Sexe et genre ne sont pas interchangeables car ils correspondent chacun à des caractéristiques différentes. Le «sexe» est une construction biologique fondée sur les chromosomes, les organes reproducteurs et les hormones circulantes. Le genre, pour sa part, correspond à des rôles, des comportements et des activités qui sont attribués par une société donnée aux hommes et aux femmes, mais aussi aux individus dont l’identité est moins binaire. Le sexe et le genre peuvent avoir un impact croisé sur la pathogénie, le diagnostic, la prophylaxie et le pronostic des infections virales en jouant sur la biologie et les comportements.
Les infections par le virus influenza de type A (VIA), à l’origine de la grippe, illustrent parfaitement ces notions.

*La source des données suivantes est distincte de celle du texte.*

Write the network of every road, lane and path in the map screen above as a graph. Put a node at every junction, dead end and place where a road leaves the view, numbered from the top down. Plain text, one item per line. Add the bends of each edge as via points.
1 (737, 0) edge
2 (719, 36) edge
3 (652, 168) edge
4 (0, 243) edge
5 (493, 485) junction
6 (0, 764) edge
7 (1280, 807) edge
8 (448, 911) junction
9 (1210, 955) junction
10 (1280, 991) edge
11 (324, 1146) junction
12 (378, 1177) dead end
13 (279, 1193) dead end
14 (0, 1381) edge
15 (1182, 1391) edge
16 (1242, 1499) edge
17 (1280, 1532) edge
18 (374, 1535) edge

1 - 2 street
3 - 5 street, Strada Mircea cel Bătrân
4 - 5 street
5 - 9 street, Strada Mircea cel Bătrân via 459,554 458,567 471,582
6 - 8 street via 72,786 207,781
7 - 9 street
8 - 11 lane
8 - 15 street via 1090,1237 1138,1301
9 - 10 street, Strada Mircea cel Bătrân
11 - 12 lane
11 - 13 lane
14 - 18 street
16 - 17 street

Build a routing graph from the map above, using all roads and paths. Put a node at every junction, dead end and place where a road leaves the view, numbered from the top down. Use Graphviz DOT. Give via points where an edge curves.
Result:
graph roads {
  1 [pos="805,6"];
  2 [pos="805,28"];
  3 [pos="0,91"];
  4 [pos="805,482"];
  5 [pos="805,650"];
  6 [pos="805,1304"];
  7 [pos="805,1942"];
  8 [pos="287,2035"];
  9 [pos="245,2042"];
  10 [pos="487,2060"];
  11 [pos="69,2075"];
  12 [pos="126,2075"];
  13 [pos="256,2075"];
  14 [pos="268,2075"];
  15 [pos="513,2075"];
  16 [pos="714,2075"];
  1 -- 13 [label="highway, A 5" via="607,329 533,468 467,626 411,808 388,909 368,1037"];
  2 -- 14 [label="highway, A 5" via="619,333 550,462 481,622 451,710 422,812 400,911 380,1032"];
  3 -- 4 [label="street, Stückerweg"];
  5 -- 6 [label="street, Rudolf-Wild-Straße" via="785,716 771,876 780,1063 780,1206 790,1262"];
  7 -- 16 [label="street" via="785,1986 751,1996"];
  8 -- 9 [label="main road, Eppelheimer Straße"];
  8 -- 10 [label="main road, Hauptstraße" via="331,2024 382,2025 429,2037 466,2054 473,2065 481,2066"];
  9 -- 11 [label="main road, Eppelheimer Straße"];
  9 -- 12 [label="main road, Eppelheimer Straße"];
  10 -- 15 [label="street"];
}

De fait, le sexe (mâle/femelle) et le genre (masculin/féminin) influent sur le pronostic, les modalités et l’efficacité de la vaccination antigrippale et le recours aux traitements antiviraux. Il existe cependant de nombreuses incertitudes sur les mécanismes sous-jacents, par exemple, sur l’effet du sexe sur la réponse immunitaire ou encore sur le rôle respectif des hormones, des gènes, voire du microbiote intestinal. Ainsi, certaines données montrent que, dans le sexe masculin, la grippe serait plus sévère avant la puberté alors que, dans le sexe féminin, la maladie apparaît plus grave après la puberté et avant la ménopause. Mais il existe beaucoup de discordances selon les pandémies et les épidémies étudiées. Il semble également que les femmes développent une réponse inflammatoire pulmonaire plus forte. Il a aussi été mis en évidence, selon des études chez l’animal, un rôle protecteur de l’estradiol et de la progestérone, mais une réduction de la réponse des lymphocytes T mémoires dans le sexe féminin. Après vaccination, le taux des anticorps est en revanche plus élevé chez les femmes. En termes de genre, les données sont plus rares et moins bien étayées, mais on peut, noter, par exemple, que les femmes sont plus réticentes à se faire vacciner. Il est par ailleurs souvent bien difficile de dissocier sexe et genre dans l’étude des effets des traitements ou d’autres facteurs notamment sociaux, lesquels conditionnent en partie la vulnérabilité face aux maladies incluant les infections à VIA.

L’initiative du NIH

Dans ces conditions, toute recherche sur ces dernières devrait spécifier le sexe et le genre des malades, a fortiori quand il s’agit d’évaluer le pronostic tout autant que la réponse à la vaccination ou encore aux traitements antiviraux. Les analyses statistiques doivent en toute rigueur obéir à une stratification qui prend en compte ces facteurs et ces recommandations s’appliquent à la recherche préclinique, notamment à l’expérimentation animale, mais aussi à l’épidémiologie et à la recherche clinique. Elles ont d’ailleurs été adoptées aux Etats-Unis depuis 2016 grâce à des actions menées par le NIH (National Institutes of Health). C’est à ce prix que l’on peut espérer une optimisation de la prise en charge des infections grippales en tenant compte des effets combinés du sexe et du genre tant sur l’expression de la maladie que sur son traitement.  

Dr Philippe Tellier

Morgan R et coll. The intersection of sex and gender in the treatment of influenza. Curr Opin Virol. 2019 ; 35 : 35-41.